Goggin has clearly used up all the Catholic jokes he knows. Most of the numbers in Nunsense Jamboree are secular stupidities about things like geography and bouffant hairdos, with barely a nod to their supposed Nashville roots. These tepid tunes are busted up by some sinful one-liners ("What do you call a sleepwalking nun? A roamin' Catholic!") and punctuated by flat-footed physical humor and the inevitable audience participation hoo-ha (I'd like to see an ordinance passed that would prevent dragging reluctant theater audience members onstage for a Polaroid with the cast, a tacky device I've seen in one too many local productions).
There's no backstage help here. The singers are miked inadequately and so inexpertly that they sound like participants in a karaoke competition. Connie Furr's cowardly costume design involves a lot of spray-painted cowboy boots and dime-store rosaries; and all that can be said for James Hunter's wobbly cardboard-and-poster-paint scenic design is a string of novenas, in hopes that it won't collapse during the show's next performance.
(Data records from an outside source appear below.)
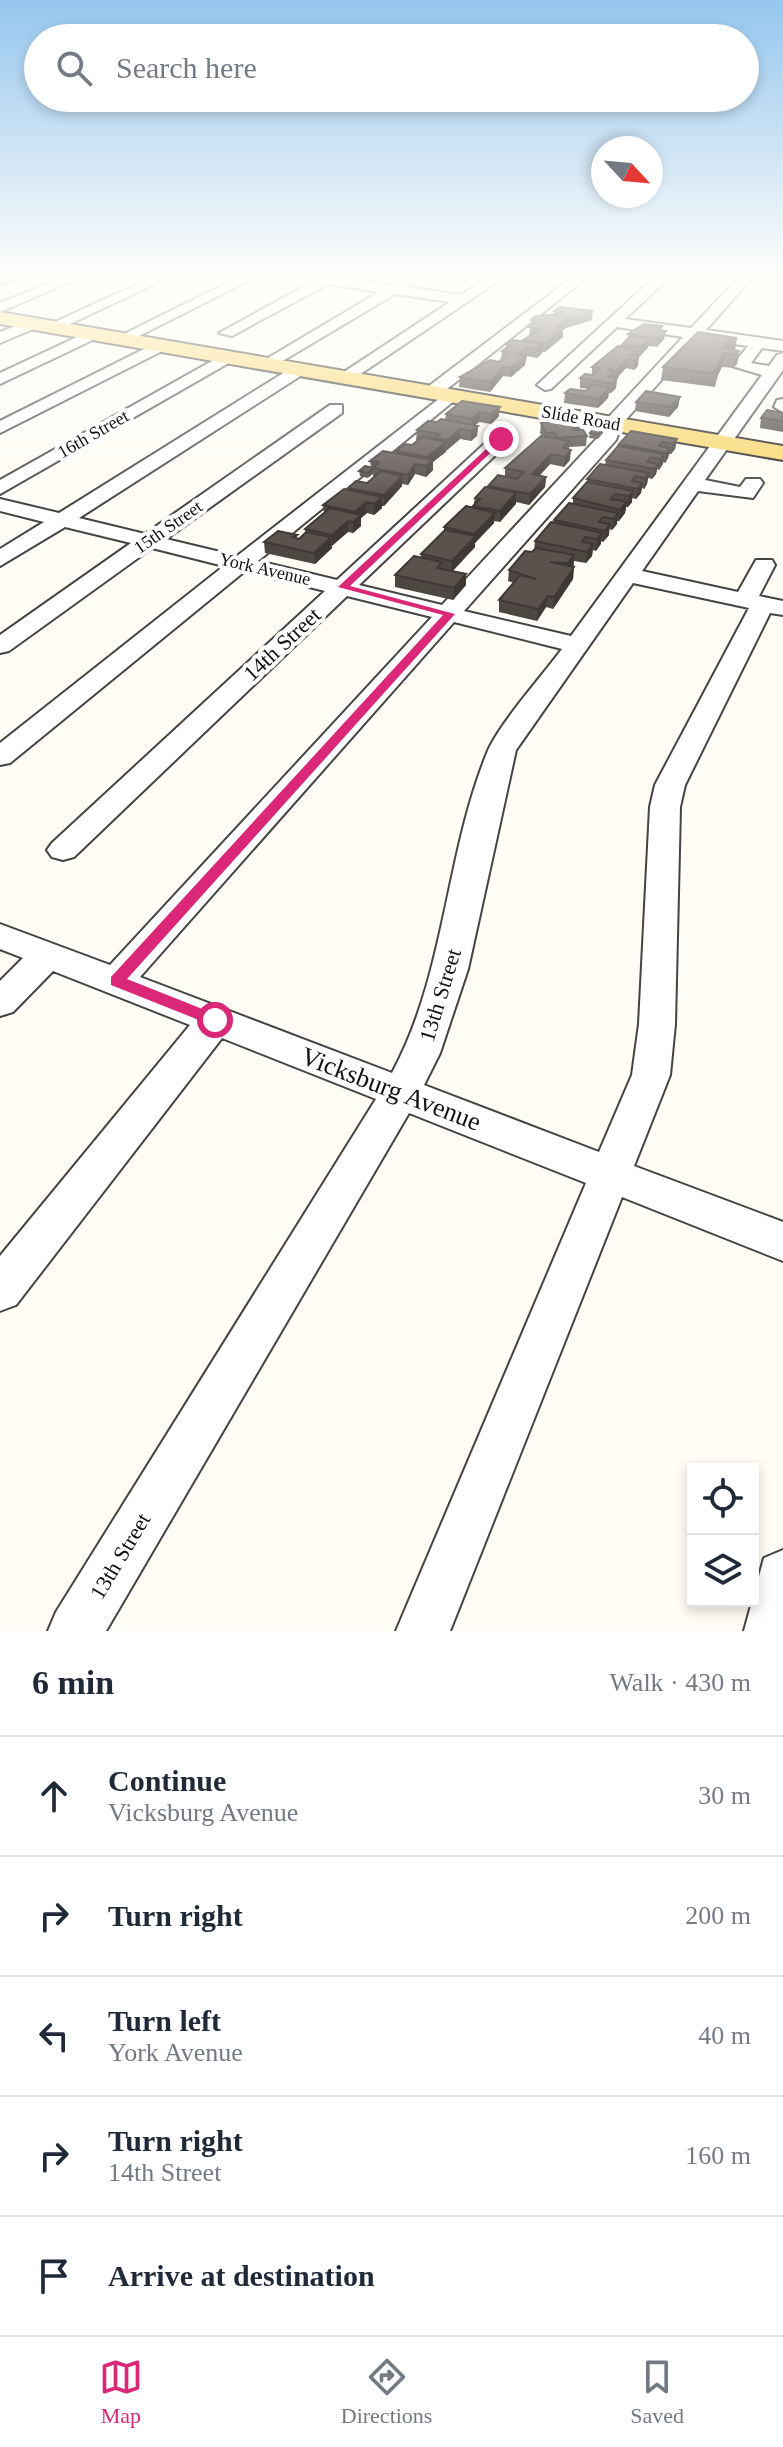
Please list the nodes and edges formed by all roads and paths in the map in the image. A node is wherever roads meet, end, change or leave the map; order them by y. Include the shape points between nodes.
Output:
1 (56, 352) edge
2 (148, 352) edge
3 (198, 352) edge
4 (289, 352) edge
5 (386, 352) edge
6 (490, 352) edge
7 (580, 352) edge
8 (678, 352) edge
9 (751, 352) edge
10 (228, 357) junction
11 (269, 364) junction
12 (779, 366) edge
13 (299, 370) junction
14 (347, 378) junction
15 (0, 379) edge
16 (545, 385) dead end
17 (440, 394) junction
18 (752, 402) junction
19 (782, 406) edge
20 (336, 409) dead end
21 (612, 424) junction
22 (0, 428) edge
23 (501, 439) dead end
24 (721, 443) junction
25 (783, 453) edge
26 (692, 484) junction
27 (0, 488) edge
28 (748, 492) dead end
29 (0, 505) edge
30 (62, 520) junction
31 (148, 541) junction
32 (0, 559) edge
33 (240, 563) junction
34 (764, 565) dead end
35 (628, 575) junction
36 (343, 587) junction
37 (764, 605) edge
38 (450, 614) junction
39 (577, 645) junction
40 (0, 646) edge
41 (0, 757) edge
42 (63, 850) dead end
43 (0, 936) edge
44 (48, 955) junction
45 (116, 981) junction
46 (0, 1003) edge
47 (215, 1020) junction
48 (401, 1093) junction
49 (609, 1174) junction
50 (783, 1242) edge
51 (0, 1290) edge
52 (783, 1577) edge
53 (75, 1631) edge
54 (423, 1631) edge
55 (771, 1631) edge

1 - 15 street
2 - 22 street
3 - 10 main road, Slide Road
4 - 11 street
5 - 14 street
6 - 17 street
7 - 16 street
8 - 21 street
9 - 12 street via 740,366
10 - 11 main road, Slide Road
10 - 27 street, 16th Street
11 - 13 main road, Slide Road
12 - 18 street, 13th Street
13 - 14 main road, Slide Road
13 - 30 street
14 - 17 main road, Slide Road
17 - 21 main road, Slide Road
17 - 33 street
18 - 19 street
18 - 24 street, 13th Street
20 - 31 street, 15th Street
21 - 24 main road, Slide Road
21 - 38 street via 609,436
23 - 36 street, 14th Street
24 - 25 main road, Slide Road
24 - 26 street, 13th Street
26 - 28 street
26 - 35 street, 13th Street
29 - 30 street, York Avenue
30 - 31 street, York Avenue
30 - 32 street
31 - 33 street, York Avenue
31 - 40 street, 15th Street
33 - 36 street, York Avenue
33 - 41 street
34 - 37 street
35 - 37 street
35 - 39 street, 13th Street
36 - 38 street, York Avenue
36 - 42 street, 14th Street
37 - 49 street via 670,785 651,1075
38 - 39 street, York Avenue
38 - 45 street
39 - 48 street, 13th Street via 502,750 447,987 430,1038
43 - 44 street, Vicksburg Avenue
44 - 45 street, Vicksburg Avenue
44 - 46 street
45 - 47 street, Vicksburg Avenue
47 - 48 street, Vicksburg Avenue
47 - 51 street
48 - 49 street, Vicksburg Avenue
48 - 53 street, 13th Street
49 - 50 street, Vicksburg Avenue
49 - 54 street
52 - 55 street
Goggin seems to think that references to divas like Streisand and Cline will distract us from the limitations of the would-be women he's created to entertain us here. The numerous references to previous chapters in his parochial opus are meant to remind us how much fun we presumably had watching them. But I'm too busy trying to forget this gaseous evening of theater to recall its forebears, and am praying long and loud that there will be no more sequels to this sanctimonious Nunsense nonsense.
Amen.
Sister Amnesia's Country Western Nunsense Jamboree continues through Sunday, March 7, at Phoenix Theatre, 100 East McDowell.